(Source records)
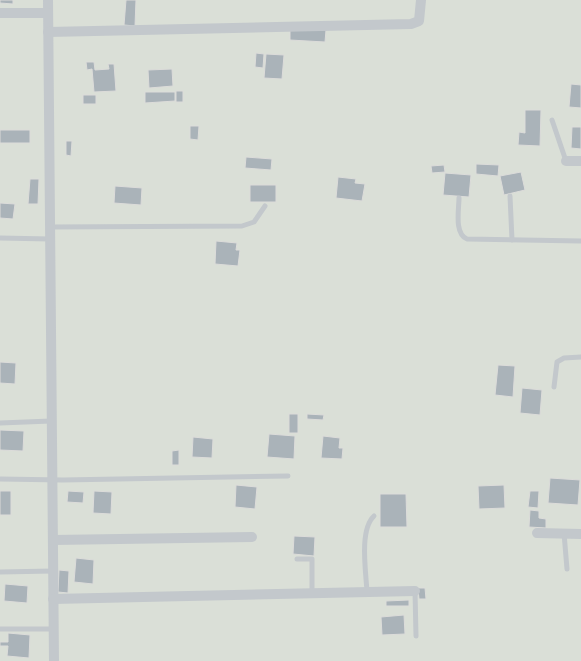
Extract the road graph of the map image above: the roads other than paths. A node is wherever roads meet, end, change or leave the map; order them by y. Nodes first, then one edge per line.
1 (48, 0) edge
2 (421, 0) edge
3 (48, 12) junction
4 (0, 13) edge
5 (48, 32) junction
6 (552, 120) dead end
7 (566, 161) joint
8 (581, 161) edge
9 (510, 196) dead end
10 (459, 198) dead end
11 (265, 206) dead end
12 (50, 227) junction
13 (0, 238) edge
14 (50, 238) junction
15 (512, 240) junction
16 (581, 241) edge
17 (581, 357) edge
18 (554, 387) dead end
19 (52, 422) junction
20 (0, 423) edge
21 (288, 476) dead end
22 (0, 478) edge
23 (52, 479) junction
24 (374, 516) dead end
25 (537, 533) dead end
26 (564, 533) junction
27 (581, 534) edge
28 (252, 537) dead end
29 (53, 540) junction
30 (297, 559) dead end
31 (567, 569) dead end
32 (53, 571) junction
33 (0, 572) edge
34 (415, 591) joint
35 (367, 592) junction
36 (312, 593) junction
37 (53, 599) junction
38 (0, 629) edge
39 (53, 629) junction
40 (416, 636) dead end
41 (54, 661) edge

1 - 3 street
2 - 5 street
3 - 4 street
3 - 5 street
5 - 12 street
6 - 7 lane
7 - 8 street
9 - 15 lane
10 - 15 lane
11 - 12 lane
12 - 14 street
13 - 14 lane
14 - 19 street
15 - 16 lane
17 - 18 lane
19 - 20 lane
19 - 23 street
21 - 23 lane
22 - 23 lane
23 - 29 street
24 - 35 lane
25 - 26 street
26 - 27 street
26 - 31 lane
28 - 29 street
29 - 32 street
30 - 36 lane
32 - 33 lane
32 - 37 street
34 - 35 street
34 - 40 lane
35 - 36 street
36 - 37 street
37 - 39 street
38 - 39 lane
39 - 41 street

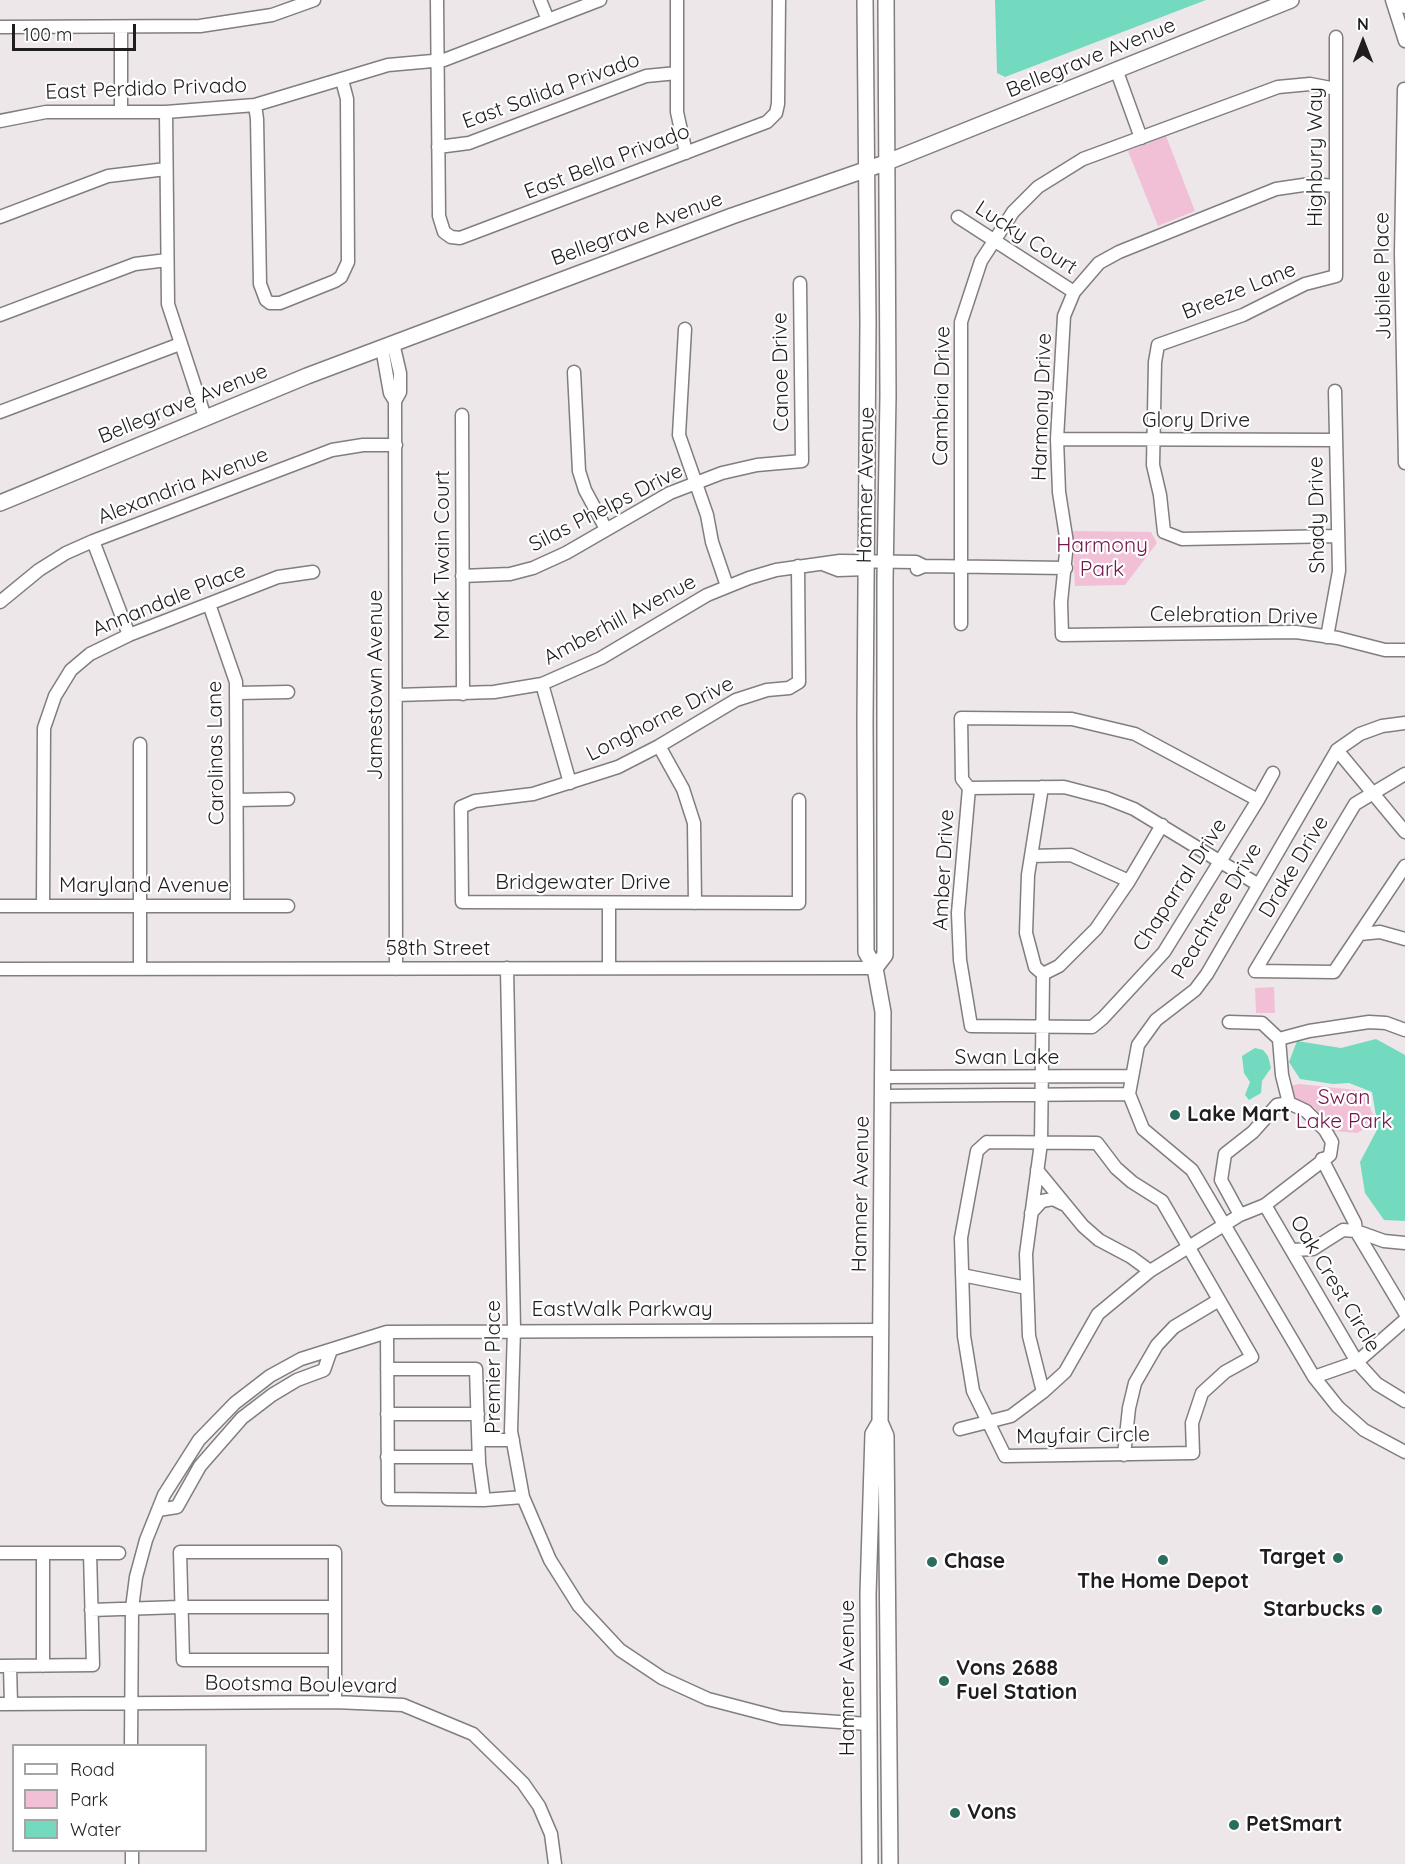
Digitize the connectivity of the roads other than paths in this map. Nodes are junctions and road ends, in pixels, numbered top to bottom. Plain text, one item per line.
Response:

**Your objective**: The expected output is each record, copied exactly, and nothing in place of the pictures.

**Exercise solution**:
Extract the road graph of the map image above: the roads other than paths. A node is wherever roads meet, end, change or leave the map; order them by y. Nodes first, then one edge per line.
1 (48, 0) edge
2 (421, 0) edge
3 (48, 12) junction
4 (0, 13) edge
5 (48, 32) junction
6 (552, 120) dead end
7 (566, 161) joint
8 (581, 161) edge
9 (510, 196) dead end
10 (459, 198) dead end
11 (265, 206) dead end
12 (50, 227) junction
13 (0, 238) edge
14 (50, 238) junction
15 (512, 240) junction
16 (581, 241) edge
17 (581, 357) edge
18 (554, 387) dead end
19 (52, 422) junction
20 (0, 423) edge
21 (288, 476) dead end
22 (0, 478) edge
23 (52, 479) junction
24 (374, 516) dead end
25 (537, 533) dead end
26 (564, 533) junction
27 (581, 534) edge
28 (252, 537) dead end
29 (53, 540) junction
30 (297, 559) dead end
31 (567, 569) dead end
32 (53, 571) junction
33 (0, 572) edge
34 (415, 591) joint
35 (367, 592) junction
36 (312, 593) junction
37 (53, 599) junction
38 (0, 629) edge
39 (53, 629) junction
40 (416, 636) dead end
41 (54, 661) edge

1 - 3 street
2 - 5 street
3 - 4 street
3 - 5 street
5 - 12 street
6 - 7 lane
7 - 8 street
9 - 15 lane
10 - 15 lane
11 - 12 lane
12 - 14 street
13 - 14 lane
14 - 19 street
15 - 16 lane
17 - 18 lane
19 - 20 lane
19 - 23 street
21 - 23 lane
22 - 23 lane
23 - 29 street
24 - 35 lane
25 - 26 street
26 - 27 street
26 - 31 lane
28 - 29 street
29 - 32 street
30 - 36 lane
32 - 33 lane
32 - 37 street
34 - 35 street
34 - 40 lane
35 - 36 street
36 - 37 street
37 - 39 street
38 - 39 lane
39 - 41 street

Digitize the connectivity of the roads other than paths in this map. Nodes are junctions and road ends, in pixels, numbered top to bottom. Plain text, one item per line.
Response:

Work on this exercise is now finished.